A few years ago, you didn't really have to worry about the form factor of your storage device. Conventional 3.5” hard drives went into servers and desktop PCs. Smaller 2.5” drives dropped into notebooks. And more niche packages like 1.8" and 1" (IBM Microdrive) disks slid into mobile solutions and consumer devices.

But the world has changed. Today, 2.5” drives conquer the data center by serving up storage density. That means IT professionals figured out you could cram more capacity and I/O throughput into a given rack-mounted enclosure using smaller drives compared to an array of 3.5" disks. Moreover, the advent of solid-state drives basically makes larger form factors obsolete from a purely technical standpoint. But how small can we go without jeopardizing performance, capacity, flexibility?

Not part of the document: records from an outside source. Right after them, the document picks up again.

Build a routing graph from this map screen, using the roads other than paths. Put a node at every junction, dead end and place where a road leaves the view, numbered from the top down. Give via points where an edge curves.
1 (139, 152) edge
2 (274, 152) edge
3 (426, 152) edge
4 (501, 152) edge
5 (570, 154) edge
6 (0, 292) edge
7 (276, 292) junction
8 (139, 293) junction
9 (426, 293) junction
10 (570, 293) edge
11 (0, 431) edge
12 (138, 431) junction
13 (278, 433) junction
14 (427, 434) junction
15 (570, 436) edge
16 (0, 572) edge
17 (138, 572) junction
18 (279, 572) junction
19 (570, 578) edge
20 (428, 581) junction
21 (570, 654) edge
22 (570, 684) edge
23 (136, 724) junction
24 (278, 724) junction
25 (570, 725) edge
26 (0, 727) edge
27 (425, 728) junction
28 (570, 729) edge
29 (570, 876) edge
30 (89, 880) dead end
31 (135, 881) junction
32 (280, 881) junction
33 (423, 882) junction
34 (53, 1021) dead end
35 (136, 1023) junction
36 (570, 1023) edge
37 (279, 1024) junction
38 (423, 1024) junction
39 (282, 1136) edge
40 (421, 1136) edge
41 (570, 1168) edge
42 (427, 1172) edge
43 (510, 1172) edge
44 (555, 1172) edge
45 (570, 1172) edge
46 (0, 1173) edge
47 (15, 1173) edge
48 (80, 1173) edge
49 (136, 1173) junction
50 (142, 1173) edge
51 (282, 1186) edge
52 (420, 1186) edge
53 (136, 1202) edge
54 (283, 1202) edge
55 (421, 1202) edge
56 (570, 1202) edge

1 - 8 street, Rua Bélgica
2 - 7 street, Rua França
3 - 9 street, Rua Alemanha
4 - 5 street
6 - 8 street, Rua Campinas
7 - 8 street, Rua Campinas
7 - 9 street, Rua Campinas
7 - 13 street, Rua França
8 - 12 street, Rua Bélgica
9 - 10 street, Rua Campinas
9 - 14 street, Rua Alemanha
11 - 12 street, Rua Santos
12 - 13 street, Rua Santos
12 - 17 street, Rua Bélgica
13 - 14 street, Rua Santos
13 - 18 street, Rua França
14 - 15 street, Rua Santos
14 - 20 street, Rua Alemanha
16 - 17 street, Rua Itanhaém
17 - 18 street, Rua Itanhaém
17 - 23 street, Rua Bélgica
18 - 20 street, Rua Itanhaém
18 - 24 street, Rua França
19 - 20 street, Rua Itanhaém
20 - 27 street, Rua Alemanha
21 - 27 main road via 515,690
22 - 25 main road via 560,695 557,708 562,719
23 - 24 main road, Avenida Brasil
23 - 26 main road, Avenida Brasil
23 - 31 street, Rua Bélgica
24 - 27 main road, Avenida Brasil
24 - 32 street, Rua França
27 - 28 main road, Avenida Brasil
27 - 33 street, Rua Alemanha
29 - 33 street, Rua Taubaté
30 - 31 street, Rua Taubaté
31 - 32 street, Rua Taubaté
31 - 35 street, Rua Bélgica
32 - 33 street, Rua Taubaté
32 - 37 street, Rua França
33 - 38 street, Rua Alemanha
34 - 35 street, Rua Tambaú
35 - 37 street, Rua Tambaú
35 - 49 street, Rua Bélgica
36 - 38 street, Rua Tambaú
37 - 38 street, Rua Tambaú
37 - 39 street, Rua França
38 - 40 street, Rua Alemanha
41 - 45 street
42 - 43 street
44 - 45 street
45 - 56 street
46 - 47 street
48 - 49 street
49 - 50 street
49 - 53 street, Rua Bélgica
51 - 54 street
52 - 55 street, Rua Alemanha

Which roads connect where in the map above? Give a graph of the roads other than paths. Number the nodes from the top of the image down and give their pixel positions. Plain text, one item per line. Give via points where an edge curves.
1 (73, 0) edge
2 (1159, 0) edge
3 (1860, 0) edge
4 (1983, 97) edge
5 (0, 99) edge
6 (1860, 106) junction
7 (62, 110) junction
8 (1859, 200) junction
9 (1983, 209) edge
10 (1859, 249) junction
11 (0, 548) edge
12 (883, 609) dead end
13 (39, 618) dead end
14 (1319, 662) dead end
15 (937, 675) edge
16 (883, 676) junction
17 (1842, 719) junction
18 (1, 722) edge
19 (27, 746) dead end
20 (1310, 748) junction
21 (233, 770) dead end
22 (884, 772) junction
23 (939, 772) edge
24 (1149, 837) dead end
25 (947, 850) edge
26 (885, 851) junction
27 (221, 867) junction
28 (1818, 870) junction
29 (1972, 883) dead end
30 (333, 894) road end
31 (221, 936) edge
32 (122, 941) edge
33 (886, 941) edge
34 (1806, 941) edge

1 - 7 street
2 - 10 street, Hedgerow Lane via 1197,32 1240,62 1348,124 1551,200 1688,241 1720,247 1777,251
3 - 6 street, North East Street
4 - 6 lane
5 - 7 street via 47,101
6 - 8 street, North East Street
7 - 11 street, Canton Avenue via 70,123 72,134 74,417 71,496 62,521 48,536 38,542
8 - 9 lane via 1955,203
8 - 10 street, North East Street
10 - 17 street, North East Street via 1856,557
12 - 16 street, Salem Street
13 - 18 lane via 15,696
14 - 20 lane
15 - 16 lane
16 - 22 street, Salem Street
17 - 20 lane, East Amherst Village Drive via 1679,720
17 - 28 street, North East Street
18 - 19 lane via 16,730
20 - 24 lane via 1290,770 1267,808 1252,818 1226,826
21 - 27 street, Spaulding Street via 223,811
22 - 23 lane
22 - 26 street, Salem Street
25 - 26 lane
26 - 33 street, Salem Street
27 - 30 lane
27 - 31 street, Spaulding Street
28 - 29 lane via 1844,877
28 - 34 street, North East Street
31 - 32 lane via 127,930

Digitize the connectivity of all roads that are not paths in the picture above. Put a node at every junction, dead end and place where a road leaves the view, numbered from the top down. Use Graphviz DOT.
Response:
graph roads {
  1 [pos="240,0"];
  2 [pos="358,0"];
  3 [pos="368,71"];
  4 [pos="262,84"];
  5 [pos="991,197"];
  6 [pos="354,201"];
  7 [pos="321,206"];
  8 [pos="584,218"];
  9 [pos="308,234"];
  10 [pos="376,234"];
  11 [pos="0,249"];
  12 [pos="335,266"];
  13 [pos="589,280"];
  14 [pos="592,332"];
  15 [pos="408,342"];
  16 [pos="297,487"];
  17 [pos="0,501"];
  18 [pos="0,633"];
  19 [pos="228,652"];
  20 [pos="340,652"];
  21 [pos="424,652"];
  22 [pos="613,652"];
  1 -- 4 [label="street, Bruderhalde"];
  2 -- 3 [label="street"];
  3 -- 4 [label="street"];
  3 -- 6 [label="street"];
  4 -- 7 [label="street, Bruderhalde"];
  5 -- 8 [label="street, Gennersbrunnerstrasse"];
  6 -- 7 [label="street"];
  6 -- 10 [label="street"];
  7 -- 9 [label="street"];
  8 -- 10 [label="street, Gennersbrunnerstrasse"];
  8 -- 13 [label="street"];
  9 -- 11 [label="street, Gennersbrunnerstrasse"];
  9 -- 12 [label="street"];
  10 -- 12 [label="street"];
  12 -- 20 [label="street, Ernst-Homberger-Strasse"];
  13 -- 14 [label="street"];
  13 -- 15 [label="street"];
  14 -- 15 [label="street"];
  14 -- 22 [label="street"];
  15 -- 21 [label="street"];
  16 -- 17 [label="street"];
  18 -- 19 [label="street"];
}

The Serial ATA International organization announced mSATA back in September of 2009. It's important to note that mSATA, which stands for mini-SATA is a form factor; it has nothing to do with the micro interface connector used to attach 1.8" hard drives.

mSATA is based on a physical mini PCI Express interface, but it runs conventional SATA 3 Gb/s electrical signaling. One mSATA product is Intel’s 310 series SSD, and you will also find the same physical drive format in Apple’s MacBook Pro (although it is not compatible with mSATA). With Intel having recently adopted the standard and Samsung standing by to supply more of these devices to the industry, we believe that the mSATA standard has a real chance to be widely adopted.

Why is mSATA necessary, anyway?

Great question. After all, we've already seen that it's possible to use PCI Express links to attach flash-based storage and a SATA controller on the same small circuit board. We recently saw a variation on this concept in The OCZ RevoDrive 3 X2 Preview: Second-Gen SandForce Goes PCIe.

But while that might be a viable approach when it comes to high-performance products like the RevoDrive, it doesn't work as well on the mobile side because it prevents maximum integration. While today’s notebooks are based on two, three, or four silicon-based components (the processor, the chipset, wireless, and oftentimes a discrete graphics controller), future designs aim at reducing the total number of pieces to help minimize total system cost. Utilizing SSD storage that requires its own controller would add unnecessary complexity. And it would be difficult to integrate mini PCI Express-based storage with systems such as Intel’s Z68 Express chipset that allow these drives to be utilized as fast caches.